What energy are you projecting into a room?
Over a year ago, leadership advisor Molly Tschang changed my life with a single observation. “I’m not sure,” she began tactfully, “That you are projecting the energy to others that you think you are projecting.”
By “energy,” the creator of SayItSkillfully.com meant whether I am interested or disinterested, attentive or bored, engaged or aloof, friendly or cautious, supportive or skeptical, or any one of many energetic possibilities.
Her observation was dead-on accurate. I had grown out of touch with how others perceive me, so that I was often a bit disconnected from reality. As a CEO recently counseled me, “Self-awareness is not how you feel about yourself. It is having an accurate perception of how others perceive you.”
- What felt to me like I was paying attention… felt to others like I was a low-energy presence in the room
- What felt to me like enthusiasm… felt to others like mild interest
- What felt to me like warmth… felt to others like cautious curiosity
And so on.
Molly’s single statement continues to lead me on a journey of self-discovery and exploration. It also made me realize that I am not alone: the vast majority of people—this probably includes you—generally fail to make a conscious decision about the energy they will inject into a meeting, phone call or personal interaction.
That is a BIG mistake.
To illustrate, let’s take a simple and common occurrence. A busy executive races into a meeting room.
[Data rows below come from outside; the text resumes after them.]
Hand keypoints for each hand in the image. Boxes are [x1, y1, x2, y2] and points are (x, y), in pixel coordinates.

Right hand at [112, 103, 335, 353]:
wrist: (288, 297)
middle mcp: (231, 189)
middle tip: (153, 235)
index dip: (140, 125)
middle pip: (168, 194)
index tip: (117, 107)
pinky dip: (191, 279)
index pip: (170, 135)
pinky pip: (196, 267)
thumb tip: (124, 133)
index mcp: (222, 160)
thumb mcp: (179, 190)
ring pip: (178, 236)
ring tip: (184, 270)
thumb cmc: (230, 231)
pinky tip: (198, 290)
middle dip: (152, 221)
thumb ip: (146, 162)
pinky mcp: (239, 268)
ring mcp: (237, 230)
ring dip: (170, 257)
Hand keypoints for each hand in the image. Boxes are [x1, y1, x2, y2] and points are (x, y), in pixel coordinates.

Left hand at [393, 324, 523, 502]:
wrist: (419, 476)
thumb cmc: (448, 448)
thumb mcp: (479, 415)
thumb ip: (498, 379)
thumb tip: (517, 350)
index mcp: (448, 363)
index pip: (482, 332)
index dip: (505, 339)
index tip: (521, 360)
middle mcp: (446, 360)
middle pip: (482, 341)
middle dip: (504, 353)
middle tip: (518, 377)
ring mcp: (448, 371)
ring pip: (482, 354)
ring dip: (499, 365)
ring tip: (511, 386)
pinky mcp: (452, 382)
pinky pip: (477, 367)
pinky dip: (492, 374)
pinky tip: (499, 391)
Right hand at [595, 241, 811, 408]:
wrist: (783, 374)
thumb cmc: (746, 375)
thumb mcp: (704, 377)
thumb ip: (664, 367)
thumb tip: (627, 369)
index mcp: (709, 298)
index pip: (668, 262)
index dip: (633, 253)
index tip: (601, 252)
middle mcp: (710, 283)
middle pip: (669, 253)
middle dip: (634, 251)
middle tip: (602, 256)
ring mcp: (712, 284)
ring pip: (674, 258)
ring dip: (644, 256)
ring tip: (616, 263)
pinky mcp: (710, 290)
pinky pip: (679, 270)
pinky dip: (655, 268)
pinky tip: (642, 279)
S/he is running late and feeling stressed, and these feelings sabotage the energy s/he brings into the meeting, making the participants feel like:
- They don’t matter
- They shouldn’t talk too long
- They have done something wrong, or are on the verge of doing something wrong
In contrast, that same executive could have paused for 20 seconds before entering, recognized the stress s/he is feeling, and made a conscious decision not to let that color his/her behavior during this completely unrelated meeting.
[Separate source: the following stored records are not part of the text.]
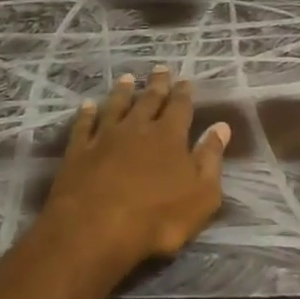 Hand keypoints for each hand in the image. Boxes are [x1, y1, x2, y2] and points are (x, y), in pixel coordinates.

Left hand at [42, 66, 231, 267]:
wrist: (95, 230)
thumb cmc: (158, 217)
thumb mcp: (201, 194)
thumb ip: (211, 158)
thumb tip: (222, 127)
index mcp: (170, 137)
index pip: (180, 107)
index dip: (183, 93)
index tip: (185, 80)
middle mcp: (138, 128)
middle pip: (149, 100)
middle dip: (157, 84)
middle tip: (159, 68)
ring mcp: (105, 138)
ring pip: (116, 106)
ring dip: (122, 91)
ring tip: (127, 78)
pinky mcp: (78, 152)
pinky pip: (84, 126)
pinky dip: (87, 113)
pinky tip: (88, 105) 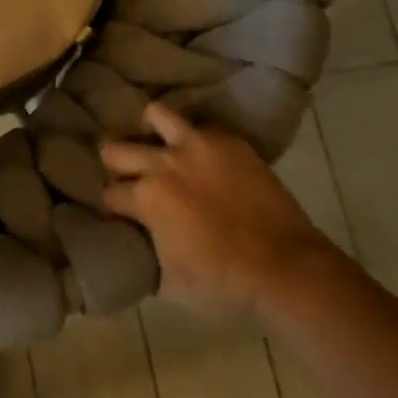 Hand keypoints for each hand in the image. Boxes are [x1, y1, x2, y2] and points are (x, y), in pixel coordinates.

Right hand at [101, 104, 336, 323]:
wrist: (288, 269)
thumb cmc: (226, 282)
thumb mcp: (172, 282)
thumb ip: (148, 254)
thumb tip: (140, 244)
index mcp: (146, 198)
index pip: (110, 194)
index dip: (113, 206)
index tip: (120, 213)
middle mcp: (163, 163)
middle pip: (115, 149)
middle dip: (116, 165)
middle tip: (129, 178)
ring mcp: (197, 146)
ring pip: (155, 114)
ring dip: (150, 131)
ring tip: (159, 145)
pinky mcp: (229, 142)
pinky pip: (202, 126)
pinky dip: (196, 138)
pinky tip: (202, 155) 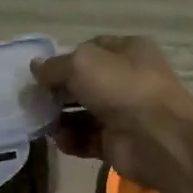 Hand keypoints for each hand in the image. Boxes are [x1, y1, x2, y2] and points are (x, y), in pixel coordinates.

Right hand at [33, 36, 192, 191]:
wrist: (157, 138)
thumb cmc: (122, 88)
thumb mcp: (81, 64)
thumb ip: (54, 66)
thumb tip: (35, 67)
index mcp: (128, 51)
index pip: (91, 49)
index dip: (65, 58)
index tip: (42, 73)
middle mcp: (128, 80)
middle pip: (84, 83)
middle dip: (58, 92)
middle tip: (36, 101)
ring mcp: (124, 113)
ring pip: (83, 113)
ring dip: (61, 118)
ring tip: (44, 124)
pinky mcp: (118, 142)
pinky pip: (87, 139)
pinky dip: (72, 140)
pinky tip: (61, 140) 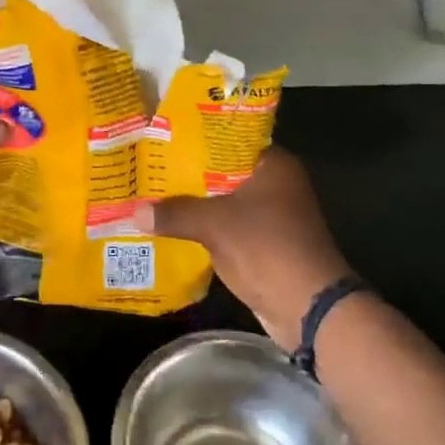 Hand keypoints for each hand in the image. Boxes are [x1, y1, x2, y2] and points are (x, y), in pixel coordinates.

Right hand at [136, 147, 351, 348]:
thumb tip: (135, 212)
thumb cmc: (267, 249)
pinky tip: (171, 224)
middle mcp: (275, 183)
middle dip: (187, 172)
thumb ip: (175, 213)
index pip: (228, 139)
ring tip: (151, 192)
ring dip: (193, 201)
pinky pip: (226, 224)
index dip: (195, 138)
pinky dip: (203, 225)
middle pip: (222, 170)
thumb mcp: (215, 225)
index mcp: (273, 164)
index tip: (162, 136)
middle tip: (148, 164)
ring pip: (222, 199)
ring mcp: (271, 214)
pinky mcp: (263, 241)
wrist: (308, 308)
Here’s my greatest revelation: I’ve found that it’s not at all difficult to shift my state and control the energy I’m projecting. The difficult parts are:
- Recognizing that I can and should make a conscious decision about the energy I project in each interaction, and…
- Remembering to do it
The bottom line, for you…
When it comes to the energy you bring others, never wing it. Make a conscious decision regarding whether you want to bring urgency, levity, compassion or some other mental state into the room.
To do this, strive to form a more complete understanding of the ways that others perceive you. Ask close friends and colleagues, “How did I come across in that meeting?” Be fully accepting of their feedback. When possible, make audio and video recordings of yourself at work. For example, increasing numbers of calls are now via a tool such as Zoom, so it’s easy to review the saved file.
One last point: when two or more people occupy the same room, your presence sparks physical changes in the other(s). Work hard to ensure those changes are positive.